■ **Data for processing**:

________

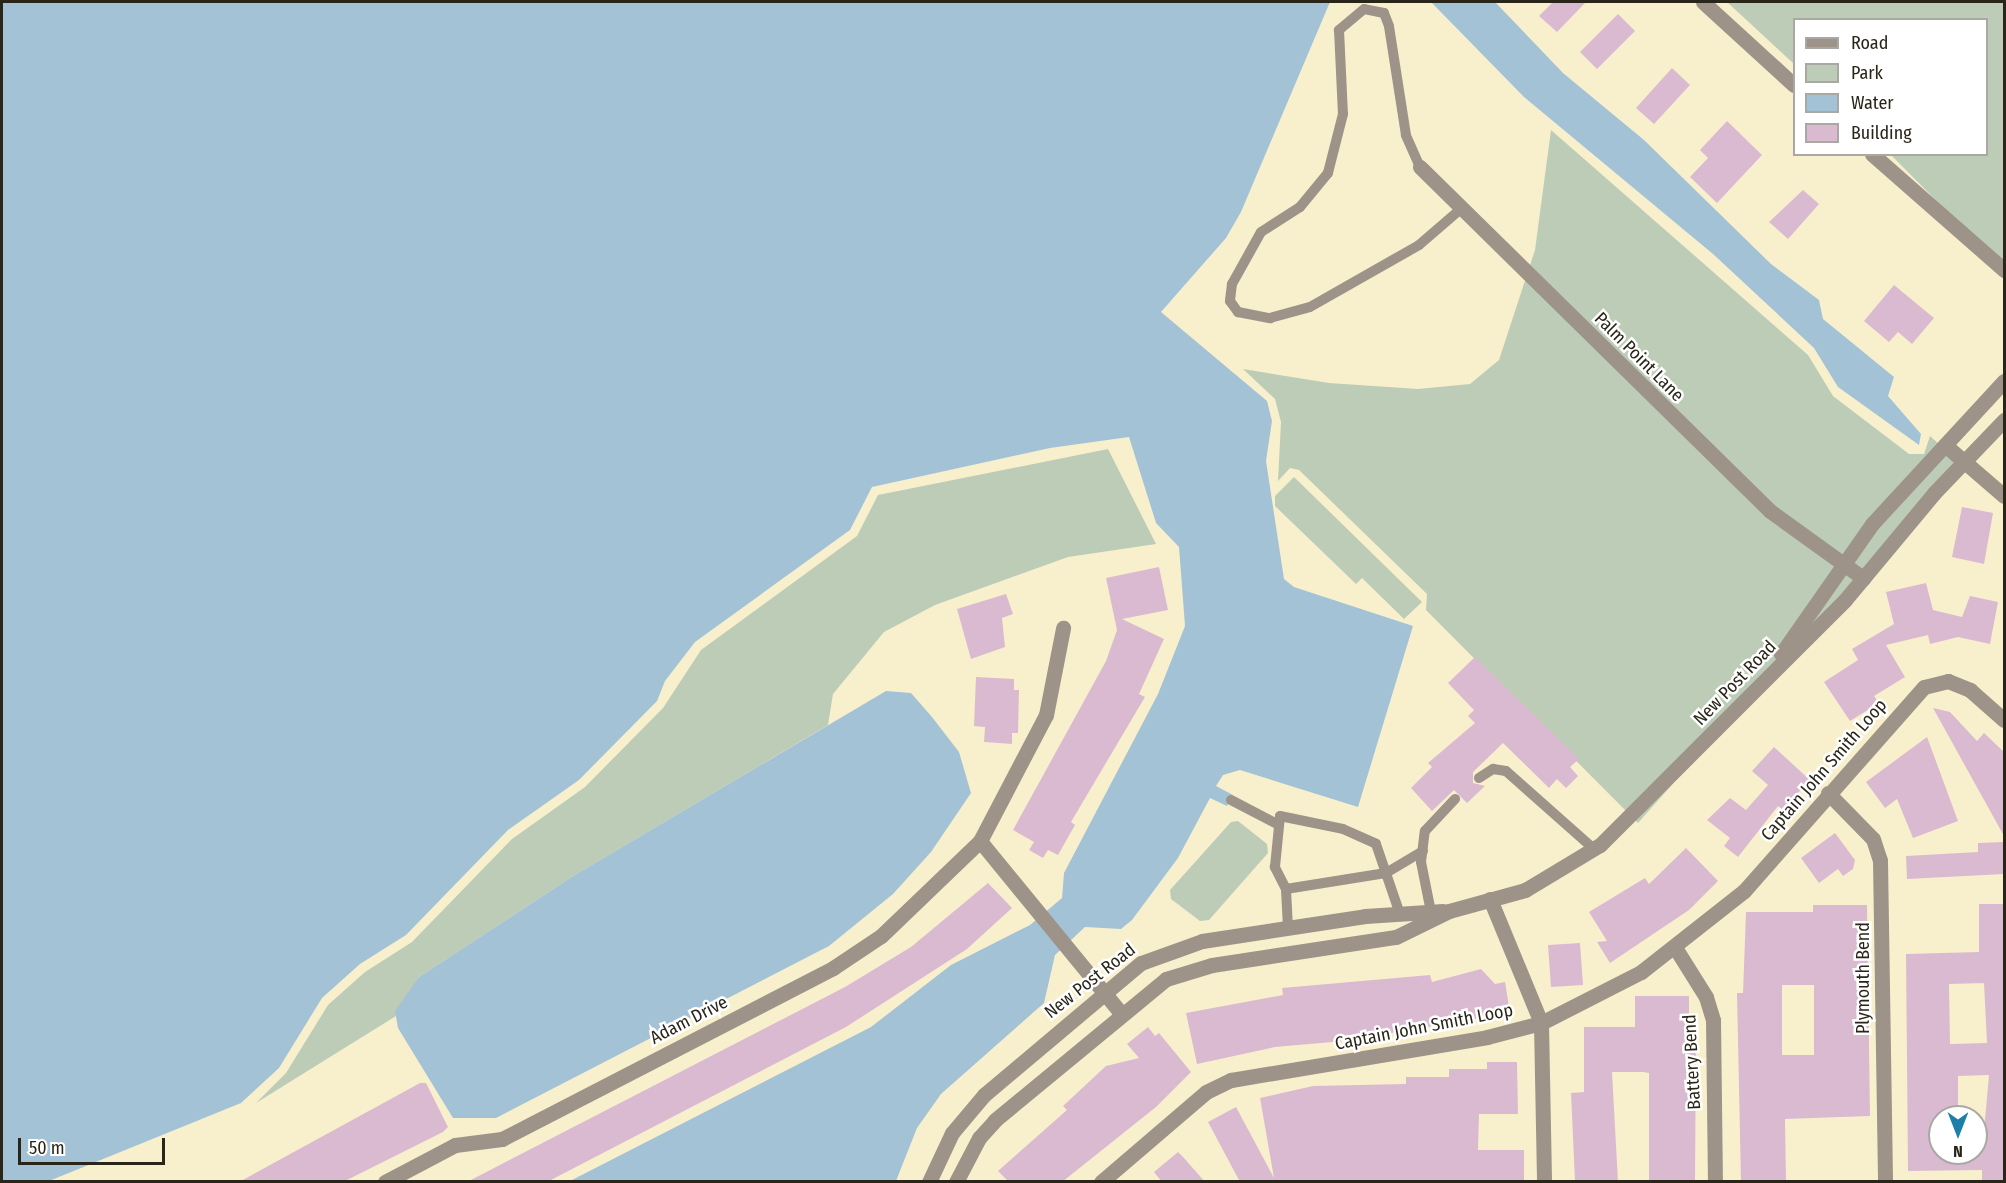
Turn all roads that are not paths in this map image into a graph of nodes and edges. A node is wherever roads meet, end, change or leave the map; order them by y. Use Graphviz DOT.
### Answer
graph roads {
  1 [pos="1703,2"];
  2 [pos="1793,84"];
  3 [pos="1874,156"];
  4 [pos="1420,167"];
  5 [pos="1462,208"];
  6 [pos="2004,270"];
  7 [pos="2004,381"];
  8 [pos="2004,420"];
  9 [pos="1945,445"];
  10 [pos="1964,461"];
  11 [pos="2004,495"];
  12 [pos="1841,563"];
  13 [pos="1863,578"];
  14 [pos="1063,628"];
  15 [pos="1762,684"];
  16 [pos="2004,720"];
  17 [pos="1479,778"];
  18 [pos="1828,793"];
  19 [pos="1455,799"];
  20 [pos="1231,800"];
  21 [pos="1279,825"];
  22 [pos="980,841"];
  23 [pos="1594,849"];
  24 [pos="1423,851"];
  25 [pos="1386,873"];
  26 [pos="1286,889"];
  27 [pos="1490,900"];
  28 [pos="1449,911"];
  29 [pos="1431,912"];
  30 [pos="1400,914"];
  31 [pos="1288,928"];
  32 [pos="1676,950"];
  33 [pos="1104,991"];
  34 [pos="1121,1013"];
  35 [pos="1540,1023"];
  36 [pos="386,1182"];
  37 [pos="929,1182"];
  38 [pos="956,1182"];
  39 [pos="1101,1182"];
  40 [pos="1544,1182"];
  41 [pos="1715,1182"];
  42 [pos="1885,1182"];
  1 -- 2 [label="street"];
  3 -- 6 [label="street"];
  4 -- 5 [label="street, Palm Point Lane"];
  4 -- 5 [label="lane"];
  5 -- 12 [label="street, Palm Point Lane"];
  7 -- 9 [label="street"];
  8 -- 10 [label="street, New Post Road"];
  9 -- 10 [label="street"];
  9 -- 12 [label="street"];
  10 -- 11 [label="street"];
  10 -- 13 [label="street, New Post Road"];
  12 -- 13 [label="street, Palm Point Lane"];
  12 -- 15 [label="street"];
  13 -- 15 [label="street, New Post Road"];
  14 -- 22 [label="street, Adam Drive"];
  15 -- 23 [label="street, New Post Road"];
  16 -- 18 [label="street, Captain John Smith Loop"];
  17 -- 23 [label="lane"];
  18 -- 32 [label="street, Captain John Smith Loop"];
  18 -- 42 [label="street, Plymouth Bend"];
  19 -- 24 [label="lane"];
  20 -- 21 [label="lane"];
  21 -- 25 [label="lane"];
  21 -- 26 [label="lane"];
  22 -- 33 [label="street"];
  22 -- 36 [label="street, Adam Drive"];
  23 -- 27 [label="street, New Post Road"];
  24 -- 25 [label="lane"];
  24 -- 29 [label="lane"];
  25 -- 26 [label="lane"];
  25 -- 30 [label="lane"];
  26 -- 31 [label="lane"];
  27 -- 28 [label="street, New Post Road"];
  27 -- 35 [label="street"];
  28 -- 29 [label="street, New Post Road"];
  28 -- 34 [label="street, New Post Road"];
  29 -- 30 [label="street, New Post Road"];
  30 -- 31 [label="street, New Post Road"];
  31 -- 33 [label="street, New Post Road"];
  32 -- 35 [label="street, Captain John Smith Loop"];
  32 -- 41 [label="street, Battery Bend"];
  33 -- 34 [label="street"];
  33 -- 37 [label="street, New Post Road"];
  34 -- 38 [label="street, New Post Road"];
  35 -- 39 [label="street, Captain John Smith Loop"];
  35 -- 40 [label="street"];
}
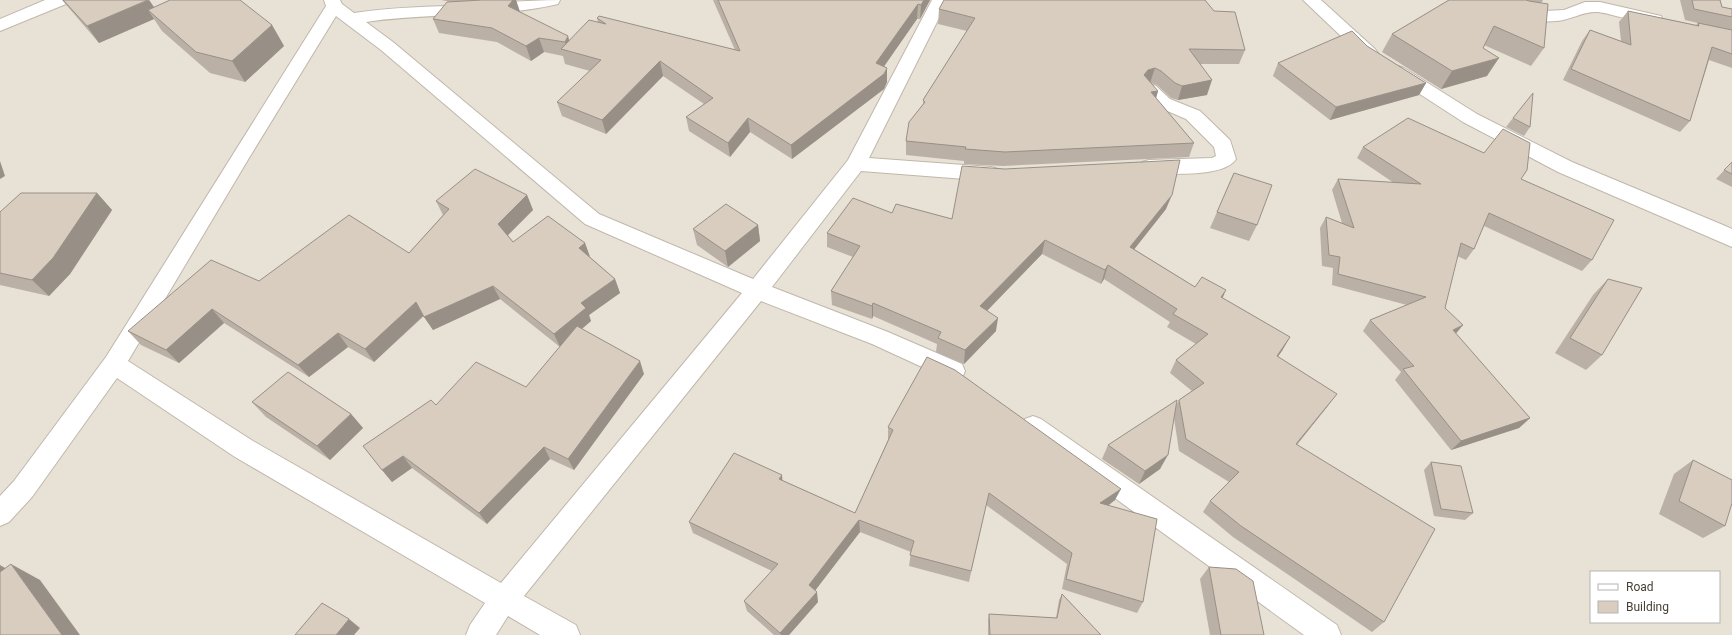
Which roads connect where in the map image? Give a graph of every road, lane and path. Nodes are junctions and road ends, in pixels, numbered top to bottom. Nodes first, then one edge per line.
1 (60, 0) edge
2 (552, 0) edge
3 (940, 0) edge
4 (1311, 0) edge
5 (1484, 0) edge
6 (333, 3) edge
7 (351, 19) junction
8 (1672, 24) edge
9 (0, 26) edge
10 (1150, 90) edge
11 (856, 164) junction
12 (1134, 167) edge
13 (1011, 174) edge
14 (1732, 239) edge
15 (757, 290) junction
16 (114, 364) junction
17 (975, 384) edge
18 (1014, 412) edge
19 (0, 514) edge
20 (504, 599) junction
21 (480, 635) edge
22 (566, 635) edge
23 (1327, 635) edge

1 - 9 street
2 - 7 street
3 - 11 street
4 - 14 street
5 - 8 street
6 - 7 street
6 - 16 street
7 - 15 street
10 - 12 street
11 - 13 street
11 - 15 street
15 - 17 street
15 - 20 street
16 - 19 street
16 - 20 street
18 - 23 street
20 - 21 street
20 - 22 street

________

■ **Exercise brief**: Read through the entries above and copy each line that has the string "Smith" in it.

■ **Task solution**:
  16 -- 18 [label="street, Captain John Smith Loop"];
  18 -- 32 [label="street, Captain John Smith Loop"];
  32 -- 35 [label="street, Captain John Smith Loop"];
  35 -- 39 [label="street, Captain John Smith Loop"];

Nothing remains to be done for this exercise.